Over the weekend, I read There is a God by Anthony Flew, who died in 2010 after a distinguished and lively academic career.

He was the philosopher and world-famous atheist who arrived at a belief in the existence of God towards the end of his life. And what made him different was this: he arrived there not through religious talk but through evidence of science.

In his Oxford days, he had brilliantly mocked the value and meaning of religious statements. He introduced the phrase ‘death by a thousand qualifications’ to describe theists’ descriptions of God. Theists used fancy words about the Divine such as ‘omnipotent’ and ‘loving’ – but what did they add up to when faced with the world as it is? They had to be so qualified as to become meaningless.
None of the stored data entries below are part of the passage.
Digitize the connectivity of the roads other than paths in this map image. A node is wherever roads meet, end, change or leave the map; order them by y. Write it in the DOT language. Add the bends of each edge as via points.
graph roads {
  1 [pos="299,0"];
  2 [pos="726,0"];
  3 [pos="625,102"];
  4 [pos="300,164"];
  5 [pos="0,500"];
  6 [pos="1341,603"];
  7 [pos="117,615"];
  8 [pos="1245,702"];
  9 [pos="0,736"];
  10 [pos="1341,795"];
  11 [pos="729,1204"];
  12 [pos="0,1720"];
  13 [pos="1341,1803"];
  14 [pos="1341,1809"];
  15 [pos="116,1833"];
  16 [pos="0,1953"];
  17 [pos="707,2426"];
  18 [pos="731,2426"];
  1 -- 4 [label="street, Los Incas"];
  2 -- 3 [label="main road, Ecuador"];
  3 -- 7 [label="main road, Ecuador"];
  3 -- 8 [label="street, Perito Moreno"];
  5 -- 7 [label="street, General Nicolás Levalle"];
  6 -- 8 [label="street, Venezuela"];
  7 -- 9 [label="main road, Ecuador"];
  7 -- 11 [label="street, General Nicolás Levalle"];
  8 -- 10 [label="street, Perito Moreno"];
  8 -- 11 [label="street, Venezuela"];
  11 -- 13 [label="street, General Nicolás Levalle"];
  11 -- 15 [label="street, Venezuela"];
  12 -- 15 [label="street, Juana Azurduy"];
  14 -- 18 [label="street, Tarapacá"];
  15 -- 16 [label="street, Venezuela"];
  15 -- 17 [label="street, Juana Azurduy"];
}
But he arrived at belief, belief in the necessary existence of God, through the old Socratic principle of ‘following the argument to wherever it leads’. And sometimes it leads to discomfort and a change of mind.

There’s not time here to describe the journey travelled. It was one that caused predictable consternation among his spiritual children, the ‘new atheists’ such as Richard Dawkins. But perhaps at the heart of it was this question: ‘How is it that we have a set of laws that drives featureless gases to life, consciousness and intelligence?’

For Flew, when facing the question of the origins of life, it was the theists rather than the atheists who appeared more sensible, less absurd.

What was there to suggest a marble table left for 3 billion years would become a sentient human being who could write War and Peace and be aware that he was doing so as he did?

He followed the argument wherever it led, and for this particular professor, it led to a rather humbling change of mind and a world freshly viewed… a world so remarkably ordered for life and growth that it almost seemed like ‘someone knew we were coming’.

Should you wish to follow the argument and draw your own conclusions, There is a God by Anthony Flew is published by HarperCollins.